The challenge of scaling up
A report shows that biofuel expansion requires the support of public policies to be sustained at a global level
Published in November 2014
The current state of scientific and technological development already allows for large-scale, worldwide bioenergy production. However, public policies that encompass the entire renewable energy production chain must be adopted for this goal to become a reality; these policies include land use and the efficiency of technologies for converting biomass into power, in addition to environmental, economic and social challenges. This finding is one of the primary conclusions of a report on the implementation of bioenergy systems worldwide, about which some aspects were presented during the opening of the second edition of the Brazilian BioEnergy Science and Technology Conference (BBEST) held October 20-24, 2014 in Campos do Jordão (São Paulo State). The report, entitled, “Quick Evaluation Process on Biofuels and Sustainability,” was prepared by researchers who participated in FAPESP’s special programs, specifically the Program for Research on Bioenergy (BIOEN), the Research Program in Identification, Conservation, Recovery and Sustainable Use of Biodiversity in the State of São Paulo (Biota) and The FAPESP Research Program on Global Climate Change (RPGCC).
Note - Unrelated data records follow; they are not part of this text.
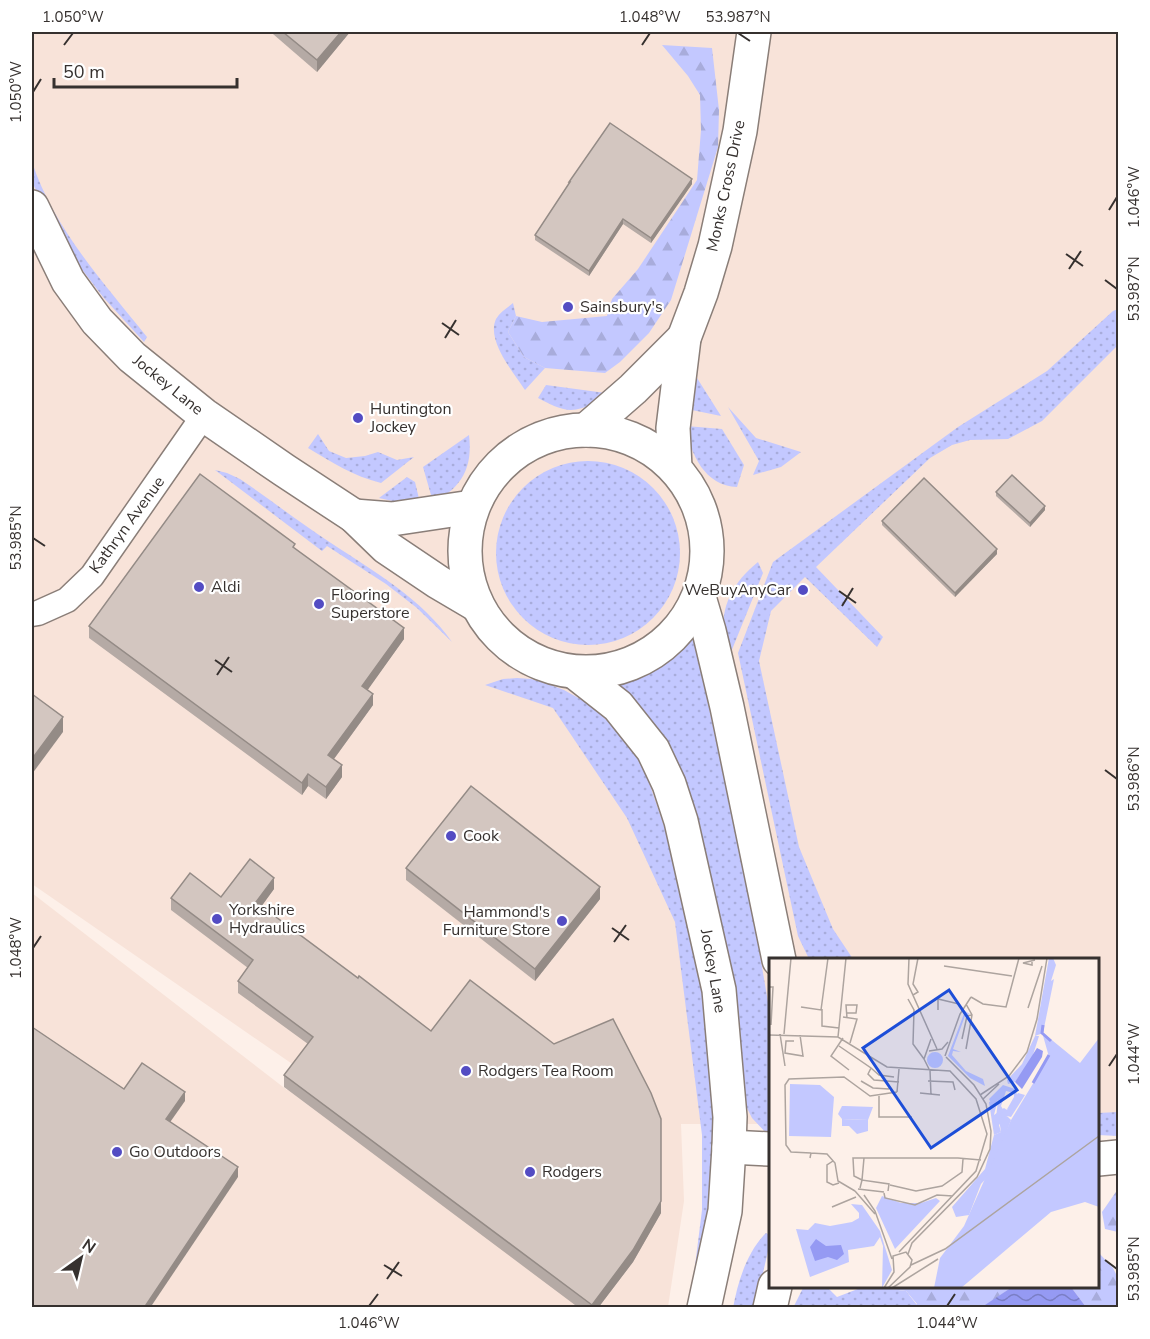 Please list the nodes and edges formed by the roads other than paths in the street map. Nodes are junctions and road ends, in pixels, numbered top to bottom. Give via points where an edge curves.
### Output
1 (753, 32) edge
2 (32, 207) edge
3 (684, 338) junction
4 (204, 415) junction
5 (586, 430) junction
6 (675, 468) junction
7 (472, 507) junction
8 (354, 516) junction
9 (699, 597) junction
10 (477, 605) junction
11 (32, 614) edge
12 (576, 673) junction
13 (779, 958) edge
14 (729, 1147) junction
15 (769, 1149) edge
16 (1119, 1157) edge
17 (1099, 1159) edge
18 (775, 1288) edge
19 (704, 1308) edge
20 (770, 1308) edge

1 - 3 street, Monks Cross Drive via 740,131 715,246
2 - 4 street, Jockey Lane via 68,281 97,321 132,357
3 - 5 street, Monks Cross Drive
3 - 6 street, Monks Cross Drive via 673,428
4 - 8 street, Jockey Lane
4 - 11 street, Kathryn Avenue via 92,576 67,600
5 - 6 street via 619,434 649,447
5 - 7 street via 561,432 534,441 509,456 489,477
6 - 9 street via 688,484 703,517 708,551
7 - 8 street, Jockey Lane via 392,519
7 - 10 street via 464,557
8 - 10 street, Jockey Lane via 386,547
9 - 12 street via 680,631 650,656 614,670
9 - 13 street via 727,707
10 - 12 street via 505,643 538,663
12 - 14 street, Jockey Lane via 618,706 653,750 681,821 719,990
14 - 15 street
14 - 19 street, Jockey Lane via 725,1211
16 - 17 street
18 - 20 street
“Global public policies are beginning to reflect that we need to triple our production of modern bioenergy by 2030,” says Glaucia Mendes Souza, a researcher at the Chemistry Institute of the University of São Paulo (USP) and the coordinator of BIOEN. She was responsible for organizing the report, which was compiled in collaboration with scientists from 24 countries under the auspices of the Scientific Committee on Problems of the Environment (SCOPE), a partner of the United Nations Educational, Scientific and Cultural Organization (UNESCO). The final document was released on April 14-15, 2015 during a FAPESP seminar, and it also included the launch of a summary to guide public policy.
The report highlights the role of bioenergy in food security. According to the document, modern bioenergy may have the ability to increase land productivity by integrating the production of maize and sugarcane, for example, to produce ethanol or soy and palm oil for biodiesel, with agriculture connected to the food supply. “Bioenergy production in the poorest rural areas can also boost the local economy by creating jobs and markets,” says Souza.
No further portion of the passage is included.